#### Task goal:
Needed from the data below: all lines that contain the word "edges".

Collected data
----
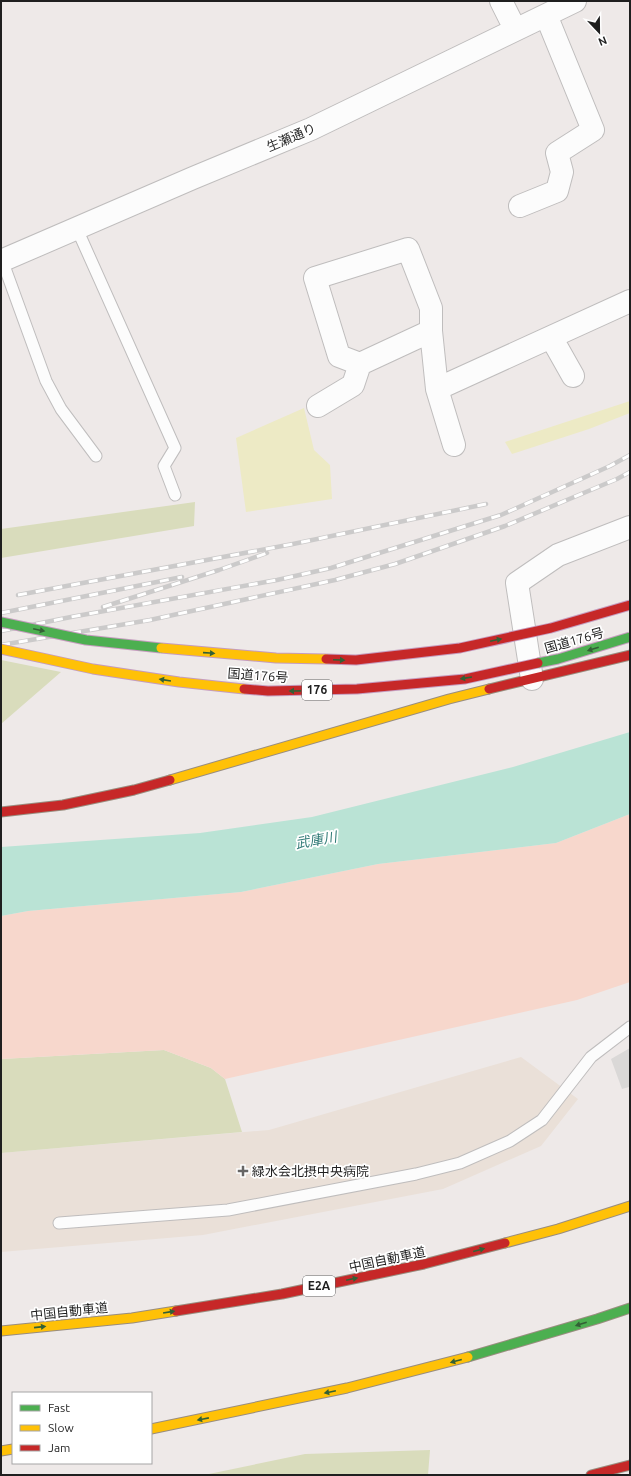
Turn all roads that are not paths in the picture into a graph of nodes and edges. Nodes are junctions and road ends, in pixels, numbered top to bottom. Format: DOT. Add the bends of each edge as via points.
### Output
graph roads {
  1 [pos="501,1"];
  2 [pos="575,1"];
  3 [pos="546,15"];
  4 [pos="515,29"];
  5 [pos="520,206"];
  6 [pos="77,229"];
  7 [pos="2,261"];
  8 [pos="630,301"];
  9 [pos="431,331"];
  10 [pos="551,337"];
  11 [pos="360,364"];
  12 [pos="573,376"];
  13 [pos="437,389"];
  14 [pos="318,406"];
  15 [pos="454,445"];
  16 [pos="96,456"];
  17 [pos="175,495"];
  18 [pos="630,527"];
  19 [pos="630,605"];
  20 [pos="1,622"];
  21 [pos="630,637"];
  22 [pos="1,649"];
  23 [pos="630,655"];
  24 [pos="532,679"];
  25 [pos="1,812"];
  26 [pos="630,1027"];
  27 [pos="630,1206"];
  28 [pos="59,1223"];
  29 [pos="630,1308"];
  30 [pos="1,1331"];
  31 [pos="152,1429"];
  32 [pos="12,1449"];
  33 [pos="1,1451"];
  34 [pos="630,1465"];
  35 [pos="591,1475"];
  1 -- 4 [label="street"];
  2 -- 3 [label="street, 生瀬通り"];
  3 -- 4 [label="street, 生瀬通り"];
  3 -- 5 [label="street" via="593,130 557,153 562,172 557,191"];
  4 -- 6 [label="street, 生瀬通り" via="311,130"];
  6 -- 7 [label="street, 生瀬通り"];
  6 -- 17 [label="lane" via="175,448 164,466"];
  7 -- 16 [label="lane" via="46,381 61,409"];
  8 -- 10 [label="street"];
  9 -- 11 [label="street"];
  9 -- 11 [label="street" via="431,308 408,249 315,278 339,356"];
  9 -- 13 [label="street"];
  10 -- 12 [label="street"];
  10 -- 13 [label="street"];
  11 -- 14 [label="street" via="353,385"];
  13 -- 15 [label="street"];
  18 -- 24 [label="street" via="558,554 518,583"];
  20 -- 19 [label="main road, 国道176号, one-way, bridge" via="86,640 176,650 276,658 356,660 460,648 551,628"];
  21 -- 22 [label="main road, 国道176号 / 176, one-way, bridge" via="558,659 465,679 357,690 268,691 180,682 93,669"];
  23 -- 24 [label="main road"];
  24 -- 25 [label="main road" via="449,699 134,790 63,805"];
  26 -- 28 [label="lane" via="591,1057 542,1120 510,1142 460,1163 416,1174 228,1210"];
  30 -- 27 [label="main road, 中国自動車道 / E2A, one-way" via="132,1318 282,1294 424,1264 558,1229"];
  29 -- 31 [label="main road, one-way" via="489,1352 375,1382"];
  32 -- 33 [label="main road"];
  34 -- 35 [label="main road"];
}
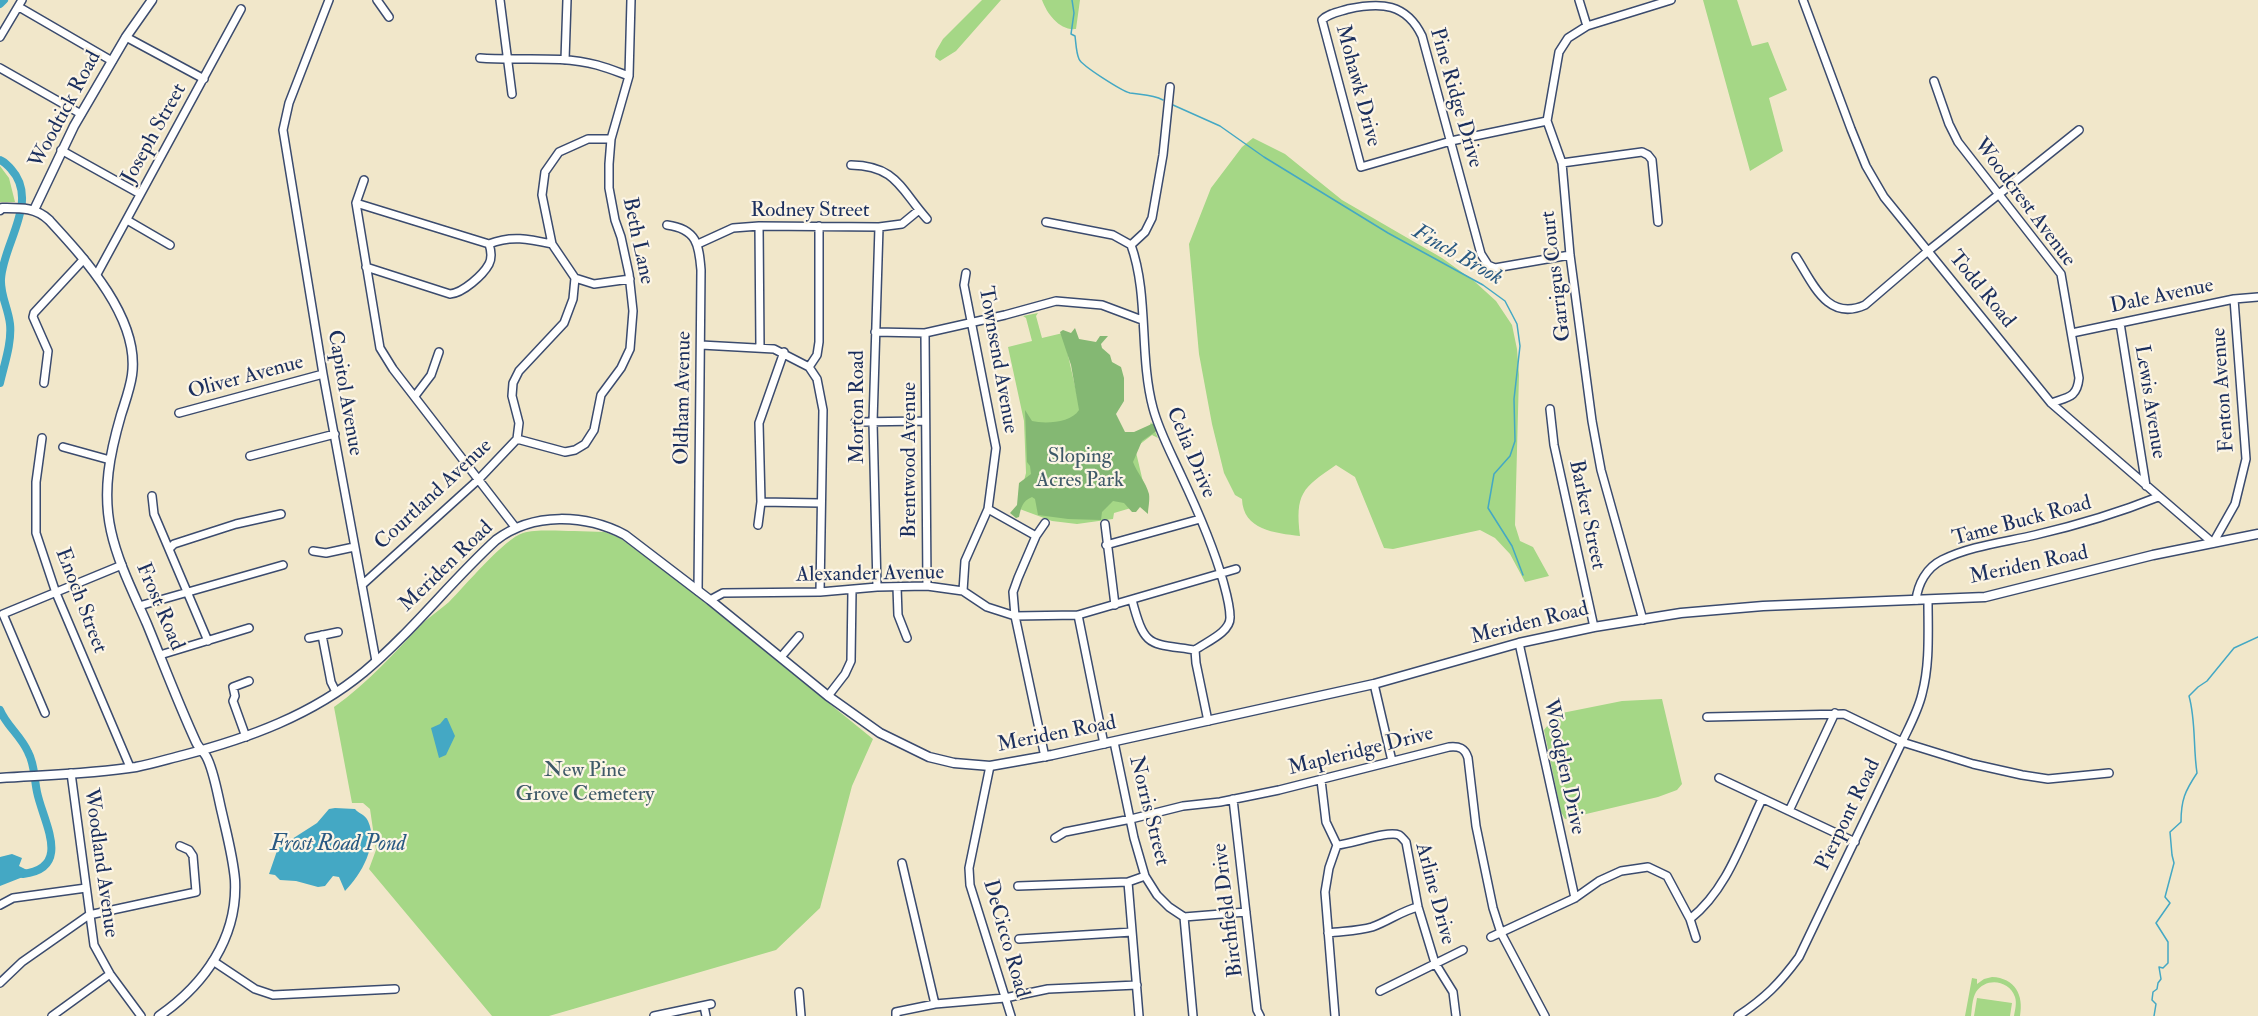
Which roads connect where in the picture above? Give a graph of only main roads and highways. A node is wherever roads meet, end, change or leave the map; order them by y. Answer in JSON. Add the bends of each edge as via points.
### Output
{"nodes":[{"id":1,"x":152,"y":0,"type":"edge"},
{"id":2,"x":1,"y":208,"type":"edge"},
{"id":3,"x":30,"y":209,"type":"junction"},
{"id":4,"x":2258,"y":534,"type":"edge"},
{"id":5,"x":202,"y":750,"type":"junction"},
{"id":6,"x":0,"y":778,"type":"edge"},
{"id":7,"x":159,"y":1016,"type":"edge"}],
"edges":[{"from":1,"to":3,"type":"main road","name":"Woodtick Road","via":[[81,114]]},
{"from":2,"to":3,"type":"main road"},
{"from":3,"to":5,"type":"main road","name":"Frost Road","via":[[49,220],[97,274],[126,332],[132,357],[130,381],[107,486],[112,536]]},
{"from":4,"to":5,"type":"main road","name":"Meriden Road","via":[[2153,555],[2000,595],[1763,606],[1594,627],[1519,643],[1374,684],[990,766],[929,758],[880,733],[615,530],[565,519],[537,520],[515,527],[496,540],[376,661],[336,692],[246,737]]},
{"from":5,"to":6,"type":"main road","name":"Meriden Road","via":[[130,768]]},
{"from":5,"to":7,"type":"main road","name":"Frost Road","via":[[208,760],[231,852],[234,907],[224,942],[202,978]]}]}
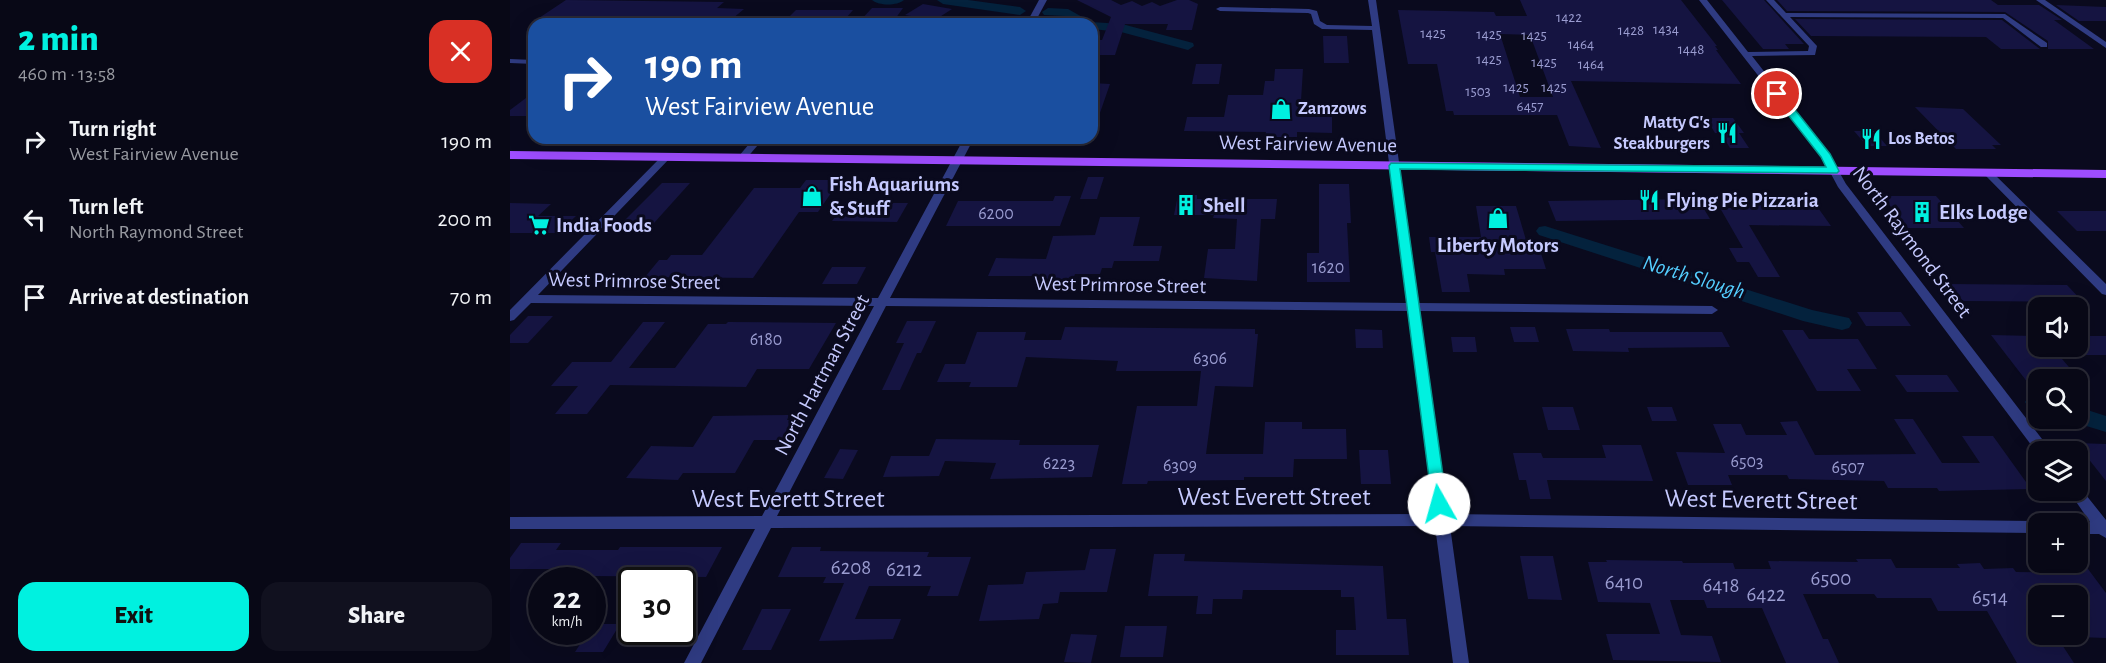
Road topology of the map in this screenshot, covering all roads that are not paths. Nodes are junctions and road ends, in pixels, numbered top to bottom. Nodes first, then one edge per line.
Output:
1 (1042, 0) edge
2 (1372, 0) edge
3 (1703, 0) edge
4 (1770, 0) edge
5 (2040, 0) edge
6 (1220, 9) dead end
7 (1784, 15) junction
8 (1033, 18) edge
9 (1375, 28) junction
10 (2044, 45) dead end
11 (2106, 46) edge
12 (1746, 54) junction
13 (510, 61) edge
14 (528, 62) edge
15 (754, 144) edge
16 (966, 144) edge
17 (510, 155) edge
18 (666, 157) junction
19 (742, 158) junction
20 (958, 161) junction
21 (1394, 166) junction
22 (1833, 171) junction
23 (1988, 173) junction
24 (2106, 174) edge
25 (2106, 291) edge
26 (527, 299) junction
27 (882, 303) junction
28 (1413, 308) junction
29 (1712, 310) dead end
30 (510, 317) edge
31 (2037, 441) edge
32 (2083, 501) edge
33 (1442, 520) junction
34 (510, 523) edge
35 (765, 523) junction
36 (2028, 527) edge
37 (2088, 529) edge
38 (2105, 530) edge
39 (692, 663) edge
40 (1461, 663) edge

1 - 8 street
2 - 9 street
3 - 12 street, North Raymond Street
4 - 7 street
5 - 11 street
6 - 9 street
7 - 10 street
7 - 12 street
9 - 21 street
12 - 22 street, North Raymond Street
13 - 14 street
15 - 19 street
16 - 20 street, North Hartman Street
17 - 18 main road, West Fairview Avenue
18 - 19 main road, West Fairview Avenue
18 - 26 street
19 - 20 main road, West Fairview Avenue
20 - 21 main road, West Fairview Avenue
20 - 27 street, North Hartman Street
21 - 22 main road, West Fairview Avenue
21 - 28 street
22 - 23 main road, West Fairview Avenue
22 - 31 street, North Raymond Street
23 - 24 main road, West Fairview Avenue
23 - 25 street
26 - 27 street, West Primrose Street
26 - 30 street
27 - 28 street, West Primrose Street
27 - 35 street, North Hartman Street
28 - 29 street, West Primrose Street
28 - 33 street
32 - 38 street
33 - 35 street, West Everett Street
33 - 36 street, West Everett Street
33 - 40 street
34 - 35 street, West Everett Street
35 - 39 street, North Hartman Street
37 - 38 street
----
#### Answer below:
Turn all roads that are not paths in the picture into a graph of nodes and edges. Nodes are junctions and road ends, in pixels, numbered top to bottom. Format: DOT. Add the bends of each edge as via points.
"edges":[{"from":1,"to":3,"type":"main road","name":"Woodtick Road","via":[[81,114]]},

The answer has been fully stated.